Zum Abschluss noch ein erweiterter Hörtipp (einige weitere Tipps auch noch später im Berichtstext). Einer der herausragendsten zeitgenössischen Musiker der Region ist der aus Le Cannet stammende und in Nizza ausgebildete Richard Galliano (Ich stellte ihn bereits im Rahmen meiner Vogesentouren nach La Petite-Pierre vor), der auch auf italienische Wurzeln zurückblickt. Er begründete die traditionelle französische Akkordeonmusik mit der New Musette (ähnlich dem Tango Nuevo in Argentinien etwa durch Astor Piazzolla) für moderne Spielarten zwischen Klassik, Jazz und Weltmusik, befreite sie aus dem Mief einer selbstverliebten folkloristischen Klischeemusik aus den Gassen der Rotlichtspelunken, machte sie zur kultivierten Konzertmusik luftiger, melodischer Ausflüge über moderne Harmoniekonzepte – in Summe ein Füllhorn an Tontrauben, die weithin den Geist von Meridionale und Méditerranée tragen. Da ist immer noch wunderbar das wegweisende und in transparenter Live-Atmosphäre eingespielte Album „New Musette“ (Richard Galliano Quartet, 1991, Label Bleu). Im Trio-Format mit Gästen unterschiedlichen Backgrounds wie Michael Portal, Toots Thielemans und Didier Lockwood sehe ich mit „Laurita“ ein Album von bleibenden Wert (1995, Dreyfus Jazz). Zu den Projekten in diesem Jahrtausend gehört das Trio mit dem schwedischen Pianisten Jan Lundgren und dem sardischen Trompeter und Flügelhornisten Paolo Fresu, noch mehr als eine paneuropäische Musiksprache ausgelegt, mittlerweile erneuert in dem Folge-Album „Mare Nostrum II“ (2016, ACT Music).
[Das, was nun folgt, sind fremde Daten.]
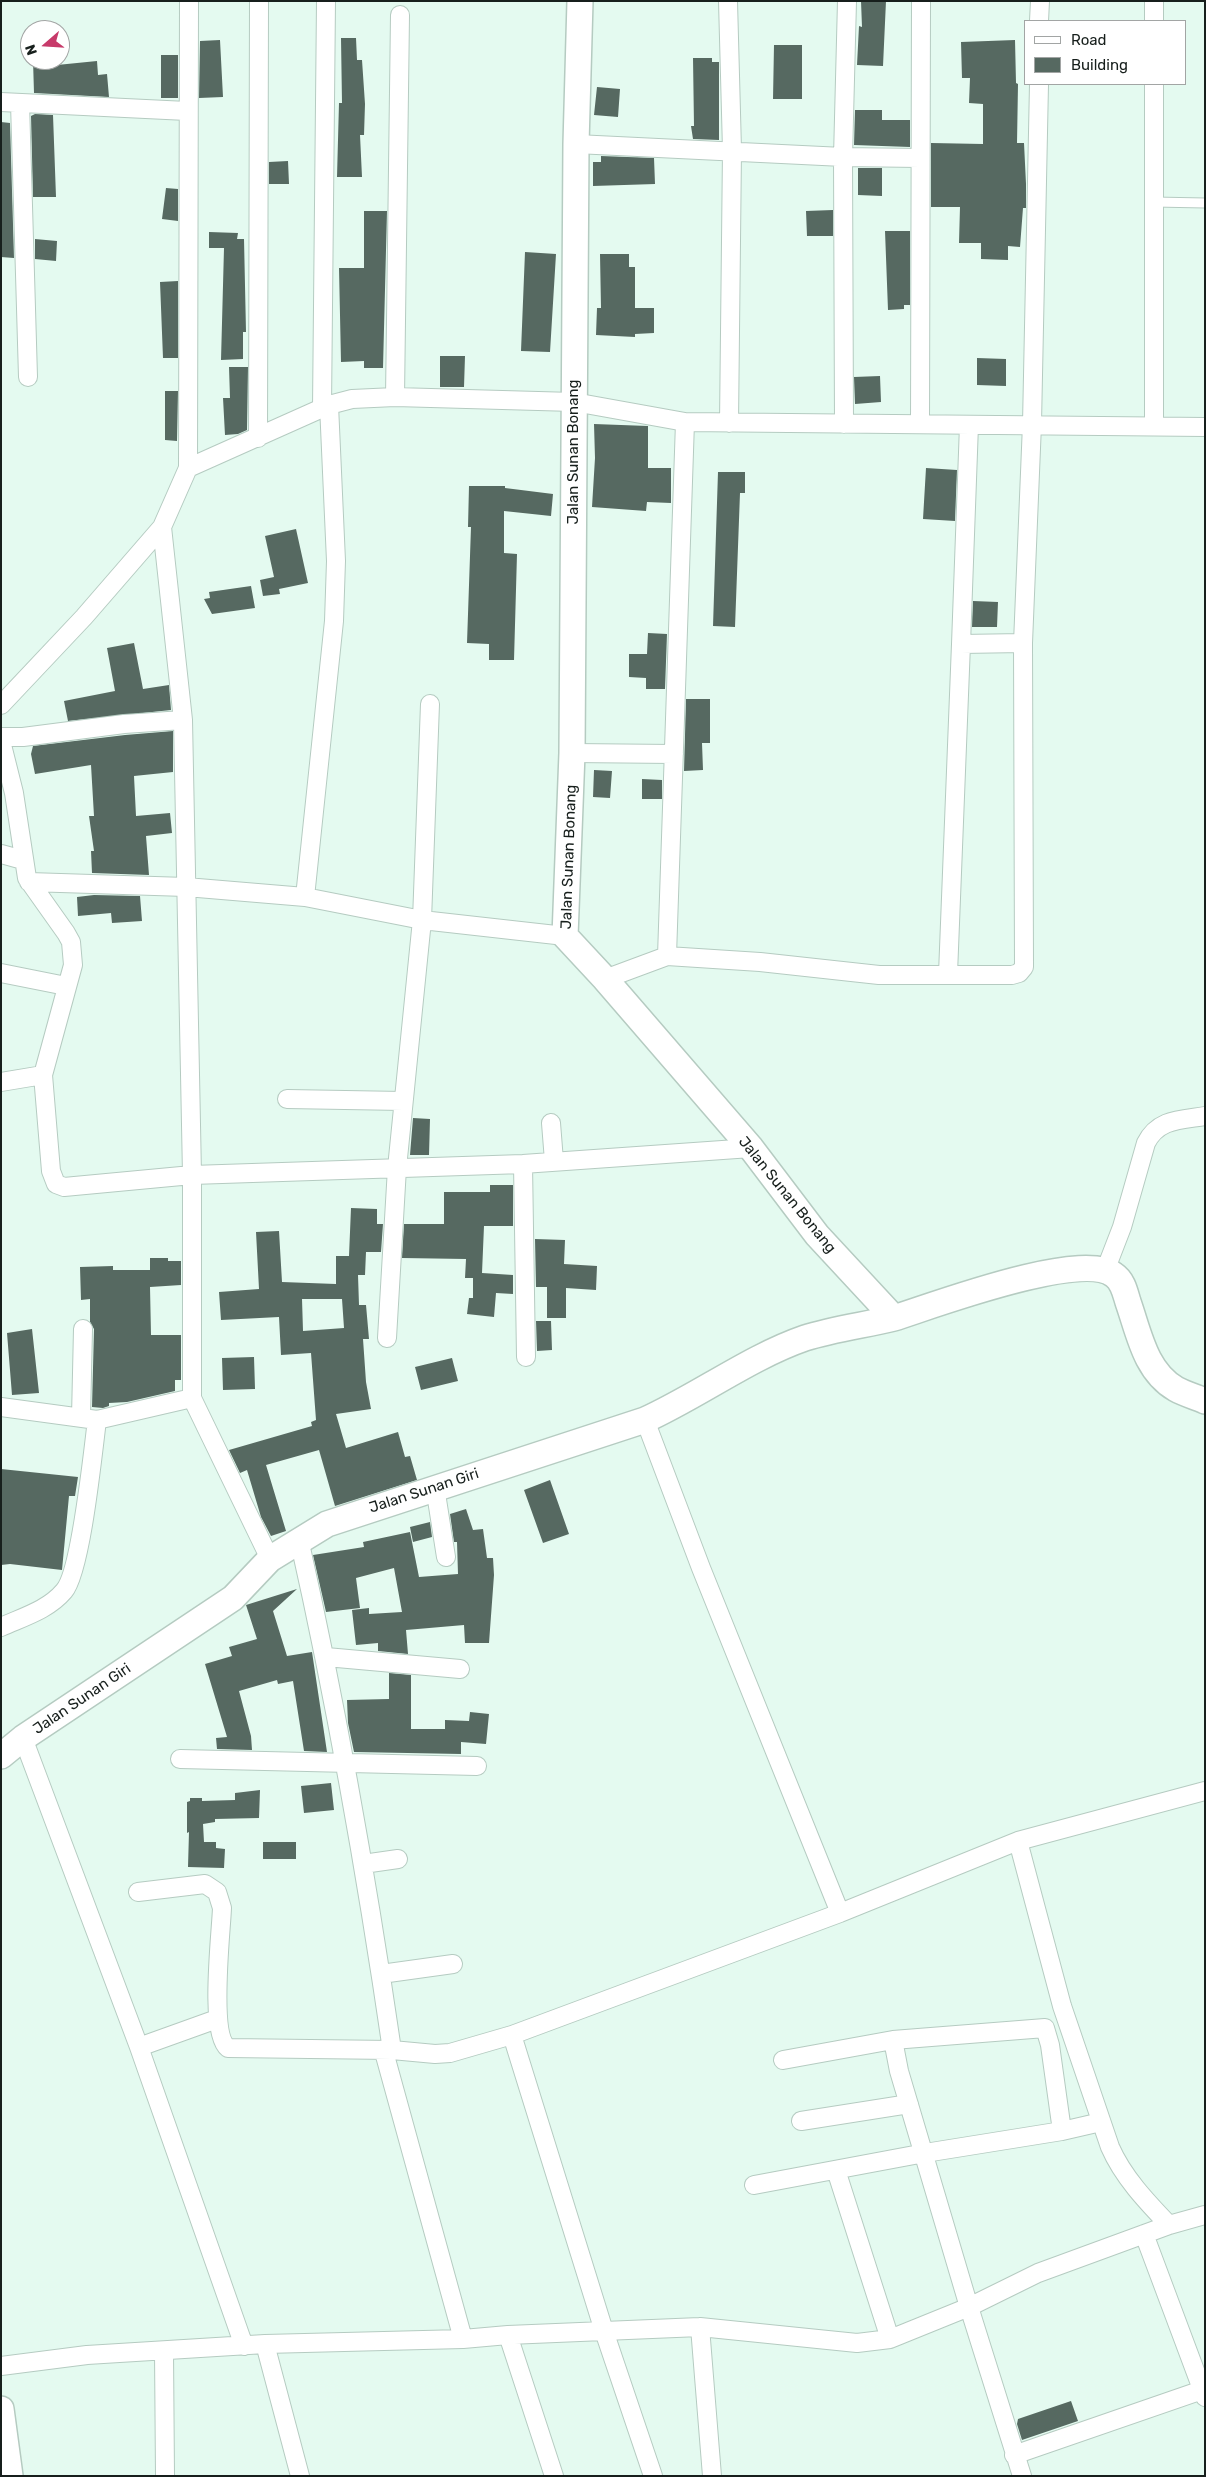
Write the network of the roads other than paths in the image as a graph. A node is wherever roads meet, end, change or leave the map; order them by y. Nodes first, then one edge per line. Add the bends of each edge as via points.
1 (188, 1) edge
2 (259, 1) edge
3 (326, 1) edge
4 (580, 1) edge
5 (728, 1) edge
6 (846, 1) edge
7 (921, 1) edge
8 (1040, 1) edge
9 (1154, 1) edge
10 (400, 14) dead end
11 (1040, 20) edge
12 (1154, 20) edge
13 (1039, 85) edge
14 (1154, 85) edge
15 (1, 102) edge
16 (20, 103) junction
17 (187, 111) junction
18 (576, 144) junction
19 (732, 150) junction
20 (843, 157) junction
21 (920, 158) junction
22 (1154, 202) junction
23 (1205, 203) edge
24 (28, 377) dead end
25 (395, 397) junction
26 (574, 402) junction
27 (325, 406) junction
28 (685, 422) junction
29 (729, 423) junction
30 (844, 424) junction
31 (920, 424) junction
32 (1032, 424) junction
33 (969, 425) junction
34 (1154, 426) junction
35 (1205, 427) edge
36 (258, 438) junction
37 (188, 468) junction
38 (162, 526) junction
39 (1023, 643) junction
40 (961, 644) junction
41 (430, 704) dead end
42 (1, 705) edge
43 (183, 720) junction
44 (1, 737) edge
45 (1, 741) edge
46 (572, 753) junction
47 (674, 754) junction
48 (1, 854) edge
49 (24, 860) junction
50 (29, 882) junction
51 (186, 887) junction
52 (305, 898) junction
53 (422, 920) junction
54 (565, 936) junction
55 (667, 956) junction
56 (1, 973) edge
57 (948, 974) junction
58 (605, 979) junction
59 (66, 986) junction
60 (44, 1075) junction
61 (1, 1082) edge
62 (287, 1099) dead end
63 (403, 1101) junction
64 (1205, 1116) edge
65 (551, 1123) dead end
66 (750, 1148) junction
67 (554, 1161) junction
68 (523, 1164) junction
69 (397, 1168) junction
70 (192, 1175) junction
71 (1105, 1271) junction
72 (894, 1318) junction
73 (83, 1329) dead end
74 (387, 1338) dead end
75 (526, 1357) dead end
76 (192, 1398) junction
77 (1205, 1401) edge
78 (1, 1407) edge
79 (89, 1418) junction
80 (645, 1420) junction
81 (435, 1487) junction
82 (299, 1539) junction
83 (446, 1557) dead end
84 (270, 1559) junction
85 (1, 1627) edge
86 (326, 1657) junction
87 (460, 1669) dead end
88 (24, 1738) junction
89 (1, 1756) edge
90 (180, 1758) dead end
91 (345, 1762) junction
92 (477, 1766) dead end
93 (1205, 1791) edge
94 (1018, 1841) junction
95 (398, 1859) dead end
96 (363, 1864) junction
97 (138, 1892) dead end
98 (840, 1913) junction
99 (453, 1964) dead end
100 (381, 1974) junction
101 (217, 2019) junction
102 (1068, 2023) junction
103 (1045, 2028) junction
104 (512, 2036) junction
105 (893, 2040) junction
106 (139, 2047) junction
107 (388, 2051) junction
108 (783, 2060) dead end
109 (909, 2104) junction
110 (801, 2121) dead end
111 (1101, 2122) junction
112 (1062, 2132) junction
113 (925, 2153) junction
114 (836, 2170) junction
115 (754, 2185) dead end
116 (1205, 2215) edge
117 (1169, 2225) junction
118 (1144, 2234) junction
119 (969, 2307) junction
120 (700, 2327) junction
121 (604, 2331) junction
122 (508, 2335) junction
123 (463, 2339) junction
124 (890, 2339) junction
125 (265, 2344) junction
126 (244, 2346) junction
127 (164, 2352) junction
128 (1, 2366) edge
129 (1204, 2392) edge
130 (1, 2409) edge
131 (1014, 2456) junction
132 (10, 2476) edge
133 (165, 2476) edge
134 (300, 2476) edge
135 (554, 2476) edge
136 (653, 2476) edge
137 (712, 2476) edge
138 (1022, 2476) edge

1 - 17 street
2 - 36 street
3 - 27 street
4 - 18 street, Jalan Sunan Bonang
5 - 19 street
6 - 20 street
7 - 21 street
8 - 11 street
9 - 12 street
10 - 25 street
13 - 32 street
14 - 22 street
15 - 16 street
16 - 17 street
16 - 24 street
17 - 37 street
18 - 19 street
18 - 26 street, Jalan Sunan Bonang
19 - 20 street
19 - 29 street
20 - 21 street
20 - 30 street
21 - 31 street
22 - 23 lane
22 - 34 street
25 - 26 street
25 - 27 street via 352,399
26 - 28 street
26 - 46 street, Jalan Sunan Bonang
27 - 36 street
27 - 52 street via 336,561 334,621
28 - 29 street
28 - 47 street
29 - 30 street
30 - 31 street
31 - 33 street
32 - 33 street
32 - 34 street
32 - 39 street
33 - 40 street
34 - 35 street
36 - 37 street
37 - 38 street
38 - 42 street via 84,617
38 - 43 street
39 - 40 street
39 - 57 street via 1024,967 1019,973 1012,974
40 - 57 street
41 - 53 street
43 - 44 street
43 - 51 street
45 - 49 street via 14,793
46 - 47 street
46 - 54 street, Jalan Sunan Bonang
47 - 55 street
48 - 49 street
49 - 50 street
50 - 51 street
50 - 59 street via 71,942 73,965
51 - 52 street
51 - 70 street
52 - 53 street
53 - 54 street
53 - 63 street
54 - 58 street, Jalan Sunan Bonang
55 - 57 street via 879,975
55 - 58 street
56 - 59 street
58 - 66 street, Jalan Sunan Bonang
59 - 60 street
60 - 61 street
60 - 70 street via 51,1171 56,1184 74,1188
62 - 63 street
63 - 69 street
64 - 71 street via 1165,1124 1150,1134
65 - 67 street
66 - 67 street
66 - 72 street, Jalan Sunan Bonang via 817,1235
67 - 68 street
68 - 69 street
68 - 75 street
69 - 70 street
69 - 74 street
70 - 76 street
71 - 72 street via 1071,1269 1019,1279
71 - 77 street via 1116,1276 1124,1287 1145,1353 1154,1368 1177,1390
72 - 80 street, Jalan Sunan Giri via 805,1338
73 - 79 street
76 - 79 street
76 - 84 street
78 - 79 street
79 - 85 street via 78,1551 66,1590 44,1607
80 - 81 street, Jalan Sunan Giri
80 - 98 street via 704,1577
81 - 82 street, Jalan Sunan Giri via 327,1524
81 - 83 street
82 - 84 street, Jalan Sunan Giri
82 - 86 street
84 - 88 street, Jalan Sunan Giri via 233,1598
86 - 87 street
86 - 91 street
88 - 89 street, Jalan Sunan Giri
88 - 106 street
90 - 91 street
91 - 92 street
91 - 96 street
93 - 94 street
94 - 98 street
94 - 102 street
95 - 96 street
96 - 100 street
97 - 101 street via 205,1884 217,1892 222,1908
98 - 104 street
99 - 100 street
100 - 107 street
101 - 106 street
101 - 107 street via 222,2041 228,2048
102 - 103 street
102 - 111 street
103 - 105 street
103 - 112 street
104 - 107 street via 450,2053
104 - 121 street
105 - 108 street
105 - 109 street
106 - 126 street
107 - 123 street
109 - 110 street
109 - 113 street
111 - 112 street
111 - 117 street via 1117,2163 1142,2197
112 - 113 street
113 - 114 street
113 - 119 street
114 - 115 street
114 - 124 street
116 - 117 street
117 - 118 street
118 - 119 street via 1038,2274
118 - 129 street
119 - 124 street
119 - 131 street
120 - 121 street
120 - 124 street via 832,2342
120 - 137 street
121 - 122 street
121 - 136 street
122 - 123 street
122 - 135 street
123 - 125 street
125 - 126 street
125 - 134 street
126 - 127 street
127 - 128 street via 87,2355
127 - 133 street
129 - 131 street
130 - 132 street
131 - 138 street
Natürlich sind auch zahllose Samples über YouTube verfügbar – einfach nach „Richard Galliano“ suchen.
- Update 21.11.: Das neue Album "Mare Nostrum III" wird am 25.1.2019 bei ACT Music veröffentlicht. Die Konzertpremiere soll am 1.4.2019 in der Tonhalle Zürich stattfinden (kleine Tournee danach durch Schweiz und Deutschland), wohl aber gibt es das Programm auch schon beim Umbria Winterjazz in Orvieto zwischen den Jahren zu hören.